Sunday, August 26, 2007

We Love You Brand, But I Love Rival More

As I was speeding out of town two weeks ago to visit the Buchanan&associates advertising agency in Dublin, Ohio, I ran some quick analyses on our brand physiology data.

In this study, we measured psychophysiological responses to brand logos. In previous studies, we had found that self-reported responses to brands look a lot like self-reported responses to other emotional stimuli.

Admittedly, the early August analyses were fast and incomplete. But some of the results looked weird to me.

This first round of analyses compared physiological responses to the most-loved brands and the least-loved brands.

Collectively, we had both. There were brands that seemingly everyone loved and those that seemingly everyone did not love.

When I first saw the "weird" data, I had a thought. Maybe, I thought, we have a bit of a groupthink problem. Sure, the aggregate data suggest that the brands are loved. But some of the people among our 54 participants might not have loved those brands.

Let's take a look at that idea. For Texas Tech students, our five most-loved brands were Disney, Starbucks, Google, Dr Pepper, and Target. They stood alone. We called them Lovemarks after Kevin Roberts' term.

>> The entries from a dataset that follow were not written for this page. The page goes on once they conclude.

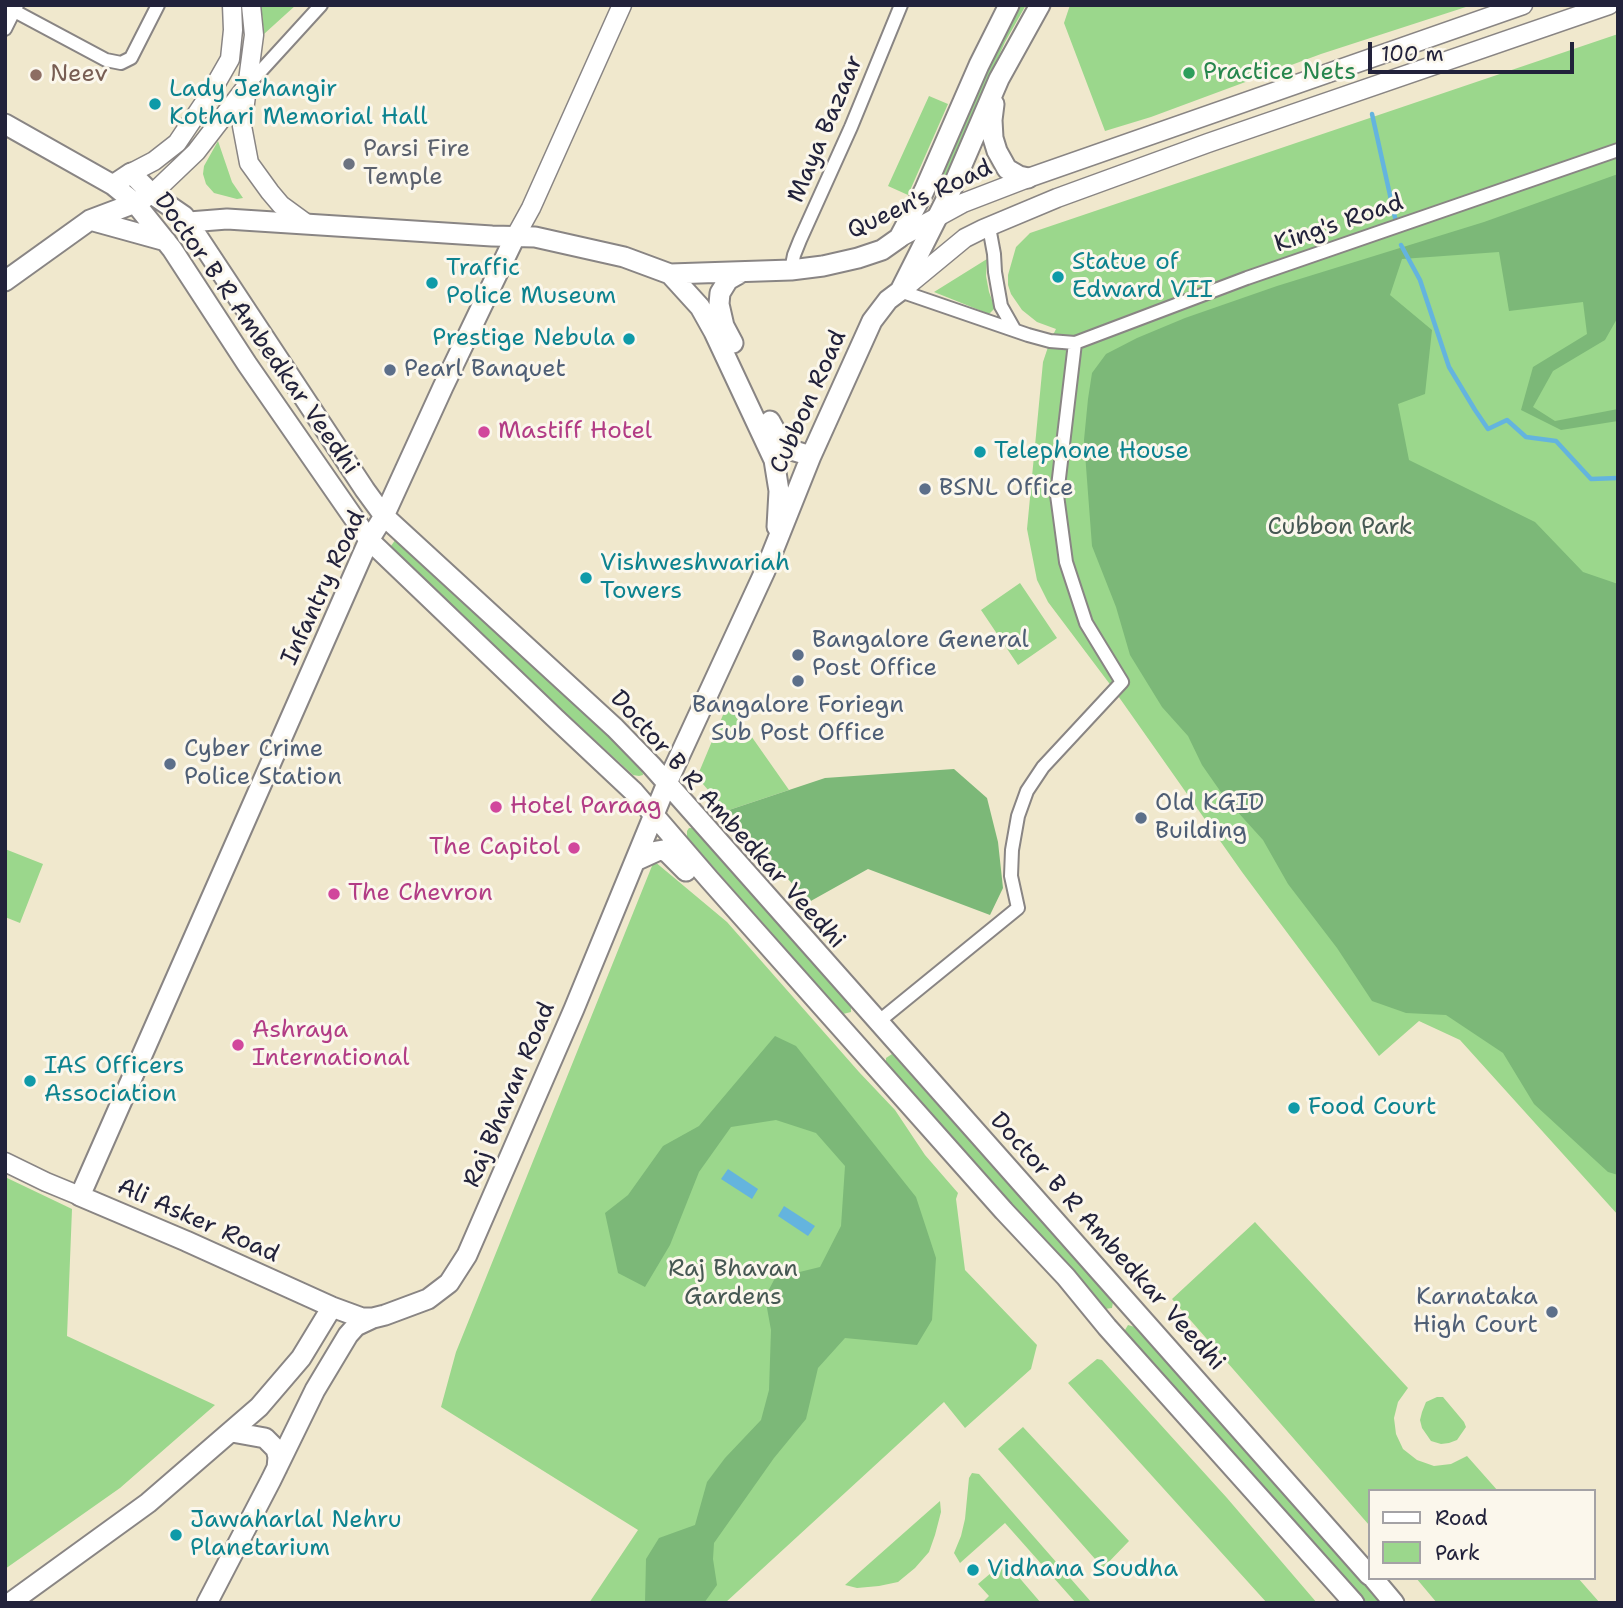 <!DOCTYPE html>
<html>
<head>
<meta charset="utf-8">
<style>
	body { margin:0 }
	#map { position:relative; width:1623px; height:1608px; overflow:hidden; background:#f0e8cd; font-family:"Shantell Sans",sans-serif }
	canvas { display:block }
	.frame { position:absolute; inset:0; border:7px solid #22223b; pointer-events:none }
	.legend { position:absolute; left:1368px; top:1489px; width:228px; height:91px; box-sizing:border-box; background:#fbf7ec; border:2px solid #a4a2a5; margin:0; padding:9px 12px; list-style:none; font-size:21px; color:#22223b }
	.legend li { display:flex; align-items:center; gap:14px; height:35px }
	.legend b { width:35px; border:2px solid #a4a2a5 }
	.scale { position:absolute; left:1368px; top:42px; width:206px; height:32px; box-sizing:border-box; border:4px solid #22223b; border-top:0; padding-left:9px; font-size:21px; line-height:24px; white-space:nowrap; color:#22223b; -webkit-text-stroke:5px #fbf7ec; paint-order:stroke }
</style>
</head>
<body>
<div id="map">
<canvas width="1623" height="1608"></canvas>
<div class="frame"></div>
<ul class="legend">
<li><b style="height:9px;background:#fff"></b>Road</li>
<li><b style="height:19px;background:#9bd78c"></b>Park</li>
</ul>
<div class="scale">100 m</div>
</div>
<script>
const ctx = document.querySelector('canvas').getContext('2d');
ctx.lineJoin = 'round';
function fill(path, color) { ctx.fillStyle = color; ctx.fill(path, 'evenodd'); }
const poly = rows => new Path2D(rows.map(r => 'M' + r).join(''));
function trace(path, color, width, dash) { ctx.strokeStyle = color; ctx.lineWidth = width; ctx.lineCap = dash ? 'butt' : 'round'; ctx.setLineDash(dash || []); ctx.stroke(path); }
function drawText(font, color, halo, rows, align = 'center') {
  ctx.font = font + ' "Shantell Sans",sans-serif'; ctx.lineWidth = 6; ctx.setLineDash([]); ctx.textBaseline = 'middle'; ctx.strokeStyle = halo; ctx.fillStyle = color; for (const [text, x, y, turn = 0] of rows) {
    ctx.save(); ctx.translate(x, y); ctx.rotate((+turn || 0) * Math.PI / 180); ctx.textAlign = isNaN(turn) ? turn : align; if (halo) ctx.strokeText(text, 0, 0); ctx.fillText(text, 0, 0); ctx.restore();
  }
}
const green = poly([
	[261,5,296,5,264,34],
	[1019,5,1026,5,1005,42,945,178,943,181,939,183,938,182,1000,38],
	[1070,5,1472,5,1321,54,1151,117,1105,131,1064,23],
	[1618,34,1618,1215,1460,1040,1419,1021,1379,1056,1242,872,1109,683,1048,602,1037,580,1027,529,1043,362,1050,341,1056,329,1037,322,1022,310,1011,294,1008,285,1008,275,1016,247,1030,233],
	[929,96,948,104,908,195,888,186],
	[218,141,232,182,243,198,237,199,214,193,206,184,203,174,204,166],
	[987,259,986,276,989,292,995,308,989,314,934,292],
	[396,539,642,766,643,775,639,776,633,775,388,550],
	[1020,583,1057,638,1018,665,981,610],
	[728,703,789,790,726,811,697,777],
	[689,828,694,828,851,1005,851,1012,843,1014,687,837,687,831],
	[5,849,43,864,20,923,5,917],
	[654,861,727,922,859,1072,895,1110,925,1155,958,1193,956,1199,965,1270,1037,1345,1031,1369,965,1428,944,1402,725,1603,589,1603,638,1530,441,1407,456,1352],
	[892,1054,1111,1299,1113,1302,1112,1308,1105,1309,1101,1306,886,1063,886,1058],
	[5,1177,72,1209,67,1336,215,1405,120,1488,5,1569],
	[1255,1222,1408,1388,1398,1402,1394,1418,1396,1434,1403,1449,1417,1460,1434,1466,1451,1464,1467,1456,1498,1491,1369,1491,1369,1525,1172,1299],
	[1128,1325,1135,1327,1383,1603,1366,1603,1127,1335,1125,1330],
	[1097,1359,1102,1360,1227,1498,1317,1603,1267,1603,1068,1383],
	[1437,1397,1443,1397,1464,1422,1466,1427,1457,1440,1449,1443,1441,1444,1431,1441,1422,1428,1420,1420,1422,1412,1426,1402],
	[1023,1427,1129,1541,1103,1568,998,1449],
	[972,1473,979,1474,1092,1603,1076,1603,1005,1523,960,1563,954,1553,961,1536,965,1519,969,1478],
	[940,1501,941,1512,935,1535,929,1552,915,1568,898,1582,879,1586,857,1588,845,1585],
	[1005,1561,1041,1603,982,1603,989,1596,978,1584],
	[1416,1578,1578,1578,1600,1603,1437,1603]
]);
const forest = poly([
	[1618,174,1618,317,1605,340,1553,371,1533,407,1555,421,1618,409,1618,421,1561,430,1521,410,1533,367,1587,334,1583,302,1509,311,1499,252,1402,259,1390,295,1432,330,1425,394,1398,404,1409,460,1535,522,1583,572,1618,584,1618,1175,1608,1172,1534,1104,1503,1053,1446,1015,1406,1013,1372,1001,1337,948,1288,884,1263,840,1225,798,1202,765,1188,736,1162,707,1130,655,1116,607,1092,546,1084,440,1088,399,1092,373,1106,354,1137,338,1185,318,1277,286,1484,222],
	[954,769,987,798,998,842,1003,888,990,915,868,869,809,902,726,811,825,778],
	[775,1036,796,1046,916,1197,936,1258,932,1320,917,1345,845,1338,818,1368,806,1419,774,1458,714,1543,713,1559,717,1585,704,1603,645,1603,646,1559,659,1538,695,1525,707,1482,725,1458,761,1420,769,1390,771,1330,765,1297,775,1278,820,1267,841,1226,845,1166,816,1133,776,1120,731,1127,699,1172,670,1245,645,1287,618,1273,605,1213,628,1195,663,1146,699,1126]
]);
const water = poly([
	[728,1169,758,1189,752,1199,721,1179],
	[784,1206,815,1226,808,1236,778,1216]
]);
const stream = poly([
	[1372,114,1396,222],
	[1401,245,1420,280,1449,367,1475,410,1488,429,1507,420,1526,437,1556,441,1591,479,1618,478]
]);
const street = poly([
	[5,6,106,60,121,63,131,58,158,5],
	[5,29,17,5],
	[248,85,321,5],
	[989,227,994,254,995,272,1001,306,1014,329],
	[791,270,794,255,800,240,851,127,901,5],
	[900,291,1028,335,1050,341,1075,343,1247,278,1618,150],
	[878,1022,1018,908,1011,876,1012,850,1018,816,1027,791,1043,767,1122,682,1086,623,1066,562,1057,495,1075,343]
]);
const secondary = poly([
	[251,5,254,35,242,126,249,163,270,192,281,205,307,224],
	[131,173,154,161,177,143,210,94,230,59,233,30,232,5],
	[152,194,196,152,246,87],
	[515,237,531,208,622,5],
	[899,238,963,203,1028,178,1523,5],
	[902,290,965,238,983,229,1057,198,1208,143,1609,5],
	[5,1162,46,1182,80,1196]
]);
const primary = poly([
	[994,104,992,120,993,138,997,151,1007,169,1019,176,1028,178],
	[5,124,113,185,135,203,172,249,247,364,369,540,555,718,634,792,709,879,1004,1211,1066,1277,1107,1327,1354,1603],
	[113,185,131,173,152,194,184,216,365,490,384,516,615,728,651,765,1369,1575],
	[90,220,166,241],
	[189,222,227,219,492,236,535,237,624,257,670,274,791,270,823,266,858,258,882,250,899,238,924,191,979,65,1009,5],
	[670,274,700,307,714,332,774,460,779,491,777,527],
	[5,281,90,220,135,203,145,198],
	[733,343,724,326,719,304,720,293,728,280,742,272],
	[770,421,783,445,788,449,811,456],
	[635,861,657,851,663,850,668,853,686,871],
	[373,1318,362,1318,332,1307,186,1241,80,1196,369,540,384,516,443,387,515,237],
	[232,1432,265,1438,276,1449,278,1457,277,1468],
	[1373,1578,1394,1603],
	[10,1603,148,1503,259,1407,301,1358,332,1307],
	[207,1603,271,1480,315,1390,348,1335,356,1326,373,1318,385,1315,428,1299,449,1283,467,1255,574,1009,667,783,765,571,811,456,872,321,888,300,900,291,953,186,999,79,1040,5]
]);
const markers = [
	[1189,73,7,"#2e9e5b"],
	[36,75,7,"#8d6e63"],
	[155,104,7,"#0f9aa8"],
	[349,164,7,"#6b7280"],
	[1058,277,7,"#0f9aa8"],
	[432,283,7,"#0f9aa8"],
	[629,339,7,"#0f9aa8"],
	[390,370,7,"#5c6f8a"],
	[484,432,7,"#d1479c"],
	[980,452,7,"#0f9aa8"],
	[925,489,7,"#5c6f8a"],
	[586,578,7,"#0f9aa8"],
	[798,655,7,"#5c6f8a"],
	[798,681,7,"#5c6f8a"],
	[170,764,7,"#5c6f8a"],
	[496,807,7,"#d1479c"],
	[1141,818,7,"#5c6f8a"],
	[574,848,7,"#d1479c"],
	[334,894,7,"#d1479c"],
	[238,1045,7,"#d1479c"],
	[30,1081,7,"#0f9aa8"],
	[1294,1108,7,"#0f9aa8"],
	[1552,1312,7,"#5c6f8a"],
	[176,1535,7,"#0f9aa8"],
	[973,1570,7,"#0f9aa8"]
];
const leisureNames = [
	["Practice Nets",1203,73]
];
const educationNames = [
	["Neev",50,75]
];
const cultureNames = [
	["Lady Jehangir",169,90],
	["Kothari Memorial Hall",169,118],
	["Statue of",1072,263],
	["Edward VII",1072,291],
	["Traffic",446,269],
	["Police Museum",446,297],
	["Prestige Nebula",615,339,"right"],
	["Telephone House",994,452],
	["Vishweshwariah",600,564],
	["Towers",600,592],
	["IAS Officers",44,1067],
	["Association",44,1095],
	["Food Court",1308,1108],
	["Jawaharlal Nehru",190,1521],
	["Planetarium",190,1549],
	["Vidhana Soudha",987,1570]
];
const streetNames = [
	["Maya Bazaar",826,129,-67],
	["Queen's Road",920,200,-25],
	["King's Road",1339,224,-19],
	["Doctor B R Ambedkar Veedhi",256,334,55],
	["Cubbon Road",809,402,-66],
	["Infantry Road",324,588,-65],
	["Doctor B R Ambedkar Veedhi",727,820,48],
	["Raj Bhavan Road",510,1095,-67],
	["Ali Asker Road",198,1221,24],
	["Doctor B R Ambedkar Veedhi",1107,1242,48]
];
const worshipNames = [
	["Parsi Fire",363,150],
	["Temple",363,178]
];
const serviceNames = [
	["Pearl Banquet",404,370],
	["BSNL Office",939,489],
	["Bangalore General",812,641],
	["Post Office",812,669],
	["Bangalore Foriegn",798,706,"center"],
	["Sub Post Office",798,734,"center"],
	["Cyber Crime",184,750],
	["Police Station",184,778],
	["Old KGID",1155,804],
	["Building",1155,832],
	["Karnataka",1538,1298,"right"],
	["High Court",1538,1326,"right"]
];
const hotelNames = [
	["Mastiff Hotel",498,432],
	["Hotel Paraag",510,807],
	["The Capitol",560,848,"right"],
	["The Chevron",348,894],
	["Ashraya",252,1031],
	["International",252,1059]
];
const parkNames = [
	["Cubbon Park",1340,528],
	["Raj Bhavan",733,1270],
	["Gardens",733,1298]
];
fill(green, '#9bd78c');
fill(forest, '#7cb878');
fill(water, '#64b4de');
trace(stream, '#64b4de', 4.5);
trace(street, '#898584', 16);
trace(secondary, '#898584', 21);
trace(primary, '#898584', 23);
trace(street, '#fff', 12);
trace(secondary, '#fff', 18);
trace(primary, '#fff', 19);
for (const [x, y, r, color] of markers) { const dot = new Path2D(); dot.arc(x, y, r, 0, 2 * Math.PI); ctx.fillStyle = color; ctx.fill(dot); trace(dot, '#fbf7ec', 2.5); }
drawText('24px', '#27864d', '#fbf7ec', leisureNames, 'left');
drawText('24px', '#785e54', '#fbf7ec', educationNames, 'left');
drawText('24px', '#0d838f', '#fbf7ec', cultureNames, 'left');
drawText('24px', '#22223b', '#fbf7ec', streetNames);
drawText('24px', '#5b616d', '#fbf7ec', worshipNames, 'left');
drawText('24px', '#4e5e75', '#fbf7ec', serviceNames, 'left');
drawText('24px', '#b23c85', '#fbf7ec', hotelNames, 'left');
drawText('24px', '#465853', '#fbf7ec', parkNames);
</script>
</body>
</html>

But let's look at the results by person. Every brand had a complement. That is, there was another brand roughly in the product category. When comparing attitudes (self-reported answers to 3 scale items), how many people picked the Lovemark? (Ties are excluded).

Disney had 32 fans, but 16 people preferred 20th Century Fox.
Starbucks had 48 fans, but 5 people preferred Maxwell House.
Google had 32 fans, but 11 preferred Yahoo!.
Dr Pepper had 33 fans, but 19 people preferred Coca-Cola.
And finally, Target had 39 fans, but 11 preferred Wal-Mart.

The majority always wins. However, with the exception of no-real-equal Starbucks, there were no runaway landslides.

You see, the group does matter. The herd defines the trail. But the individual matters a lot, too. Just because most of you love something does not mean that I do. I might like it, but perhaps I love a rival more.

We already had planned to measure responses to individual Lovemarks. In fact, it was a driving motivation behind the entire study. These data just confirm that it is the correct strategy.

If data show that a group feels a certain way, then a (quasi) randomly selected individual from that group is likely to feel that way, too. But that participant has lived her or his own life and has unique attitudes. We'll do a lot better if we give that individual some agency in measuring her or his attitudes.